Foam-backed pressure-sensitive adhesive tapes are used in a wide variety of applications. Some such tapes have a pressure-sensitive adhesive layer on each surface and may be used for mounting objects such as pictures on walls or plastic body side molding on automobiles. Other such tapes have only one adhesive layer. For example, a single-adhesive layer may function to position the foam backing as a cushioning gasket for an automobile window which is sealed by fastening a metal strip to the window frame. Most such applications require the foam backing to have both good compressibility and good resilience. For good compressibility, the foam should have an open-cell structure.
The backing of one such pressure-sensitive adhesive tape is a polyurethane foam, as disclosed in Canadian Pat. No. 747,341, but polyurethane foams tend to swell excessively in contact with oils such as gasoline, especially when of open-cell structure. Open-cell polyurethane foams tend to wick both gasoline and water and, in automotive use, may carry such liquids into the interior of the vehicle. Hence, tapes of the Canadian patent have been put to little or no exterior automotive use.

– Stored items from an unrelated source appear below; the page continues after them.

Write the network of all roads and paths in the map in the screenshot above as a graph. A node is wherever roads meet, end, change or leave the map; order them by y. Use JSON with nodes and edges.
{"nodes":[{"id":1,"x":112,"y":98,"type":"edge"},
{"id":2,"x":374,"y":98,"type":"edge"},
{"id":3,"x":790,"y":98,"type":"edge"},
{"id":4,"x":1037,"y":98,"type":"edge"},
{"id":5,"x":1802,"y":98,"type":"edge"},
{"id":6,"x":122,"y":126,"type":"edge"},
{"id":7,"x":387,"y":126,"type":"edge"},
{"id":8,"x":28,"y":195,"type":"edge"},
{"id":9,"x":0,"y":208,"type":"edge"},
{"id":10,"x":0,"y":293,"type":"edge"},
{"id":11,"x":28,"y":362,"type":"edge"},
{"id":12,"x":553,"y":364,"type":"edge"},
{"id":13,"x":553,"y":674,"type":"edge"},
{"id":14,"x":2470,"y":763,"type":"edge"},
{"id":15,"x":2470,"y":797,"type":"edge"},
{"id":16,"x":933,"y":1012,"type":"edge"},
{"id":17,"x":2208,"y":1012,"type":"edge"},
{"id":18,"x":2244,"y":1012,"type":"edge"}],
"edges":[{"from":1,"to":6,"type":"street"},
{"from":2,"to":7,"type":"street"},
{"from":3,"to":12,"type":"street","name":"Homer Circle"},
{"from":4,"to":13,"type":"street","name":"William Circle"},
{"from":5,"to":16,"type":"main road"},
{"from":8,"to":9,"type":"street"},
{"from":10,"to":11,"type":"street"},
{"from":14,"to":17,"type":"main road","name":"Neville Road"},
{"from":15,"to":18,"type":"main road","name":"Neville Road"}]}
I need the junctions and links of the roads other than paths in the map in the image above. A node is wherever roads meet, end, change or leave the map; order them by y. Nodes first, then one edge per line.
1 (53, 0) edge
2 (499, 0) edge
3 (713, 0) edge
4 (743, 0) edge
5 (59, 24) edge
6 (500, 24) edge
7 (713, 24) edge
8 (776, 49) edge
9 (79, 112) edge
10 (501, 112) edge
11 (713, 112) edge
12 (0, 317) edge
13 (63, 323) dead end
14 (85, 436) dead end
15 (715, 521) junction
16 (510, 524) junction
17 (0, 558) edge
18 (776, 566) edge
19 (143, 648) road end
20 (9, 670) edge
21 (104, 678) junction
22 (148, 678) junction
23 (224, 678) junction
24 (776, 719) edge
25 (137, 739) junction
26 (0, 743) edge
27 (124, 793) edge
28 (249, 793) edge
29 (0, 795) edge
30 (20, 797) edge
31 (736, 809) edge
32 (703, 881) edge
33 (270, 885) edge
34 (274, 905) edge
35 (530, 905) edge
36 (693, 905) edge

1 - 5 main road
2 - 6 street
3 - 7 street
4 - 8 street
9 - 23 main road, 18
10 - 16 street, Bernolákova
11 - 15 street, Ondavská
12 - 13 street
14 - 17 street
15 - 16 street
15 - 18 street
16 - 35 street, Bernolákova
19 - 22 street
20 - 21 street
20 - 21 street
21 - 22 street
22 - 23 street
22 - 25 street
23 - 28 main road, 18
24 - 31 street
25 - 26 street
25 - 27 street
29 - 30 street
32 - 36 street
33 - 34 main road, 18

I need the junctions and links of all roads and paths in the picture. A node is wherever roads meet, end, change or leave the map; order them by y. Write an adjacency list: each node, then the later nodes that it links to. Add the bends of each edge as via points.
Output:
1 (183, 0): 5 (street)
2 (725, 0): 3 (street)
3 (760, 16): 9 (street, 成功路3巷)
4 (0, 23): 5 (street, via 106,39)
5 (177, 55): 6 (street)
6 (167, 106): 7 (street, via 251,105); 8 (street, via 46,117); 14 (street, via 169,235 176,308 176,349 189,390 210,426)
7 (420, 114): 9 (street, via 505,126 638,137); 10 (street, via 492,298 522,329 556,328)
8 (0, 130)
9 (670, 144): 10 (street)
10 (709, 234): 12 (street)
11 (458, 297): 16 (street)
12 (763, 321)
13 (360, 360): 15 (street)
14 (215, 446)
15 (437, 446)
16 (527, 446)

Vinyl foams have rather good resistance to gasoline and water and are used as backings in pressure-sensitive adhesive tapes for automotive use even though they tend to be of closed-cell structure and hence of limited compressibility. However, the plasticizers which are essential to their compressibility and resilience tend to migrate into the adhesive layers, eventually rendering them soft and pasty and destroying their holding power. The plasticizer migration problem becomes especially severe if the plasticizer level is increased in an effort to improve the limited compressibility of the foam.
Neoprene foams also offer good resistance to gasoline and water, but pressure-sensitive adhesive tapes made therewith are relatively expensive. These tend to have closed-cell structure so that it is difficult to attain the degree of compressibility which is generally desired for automotive applications.
Polyethylene foams are less expensive but also tend to have poor compressibility due to closed-cell structure. They exhibit less resistance to heat than do the aforementioned foams.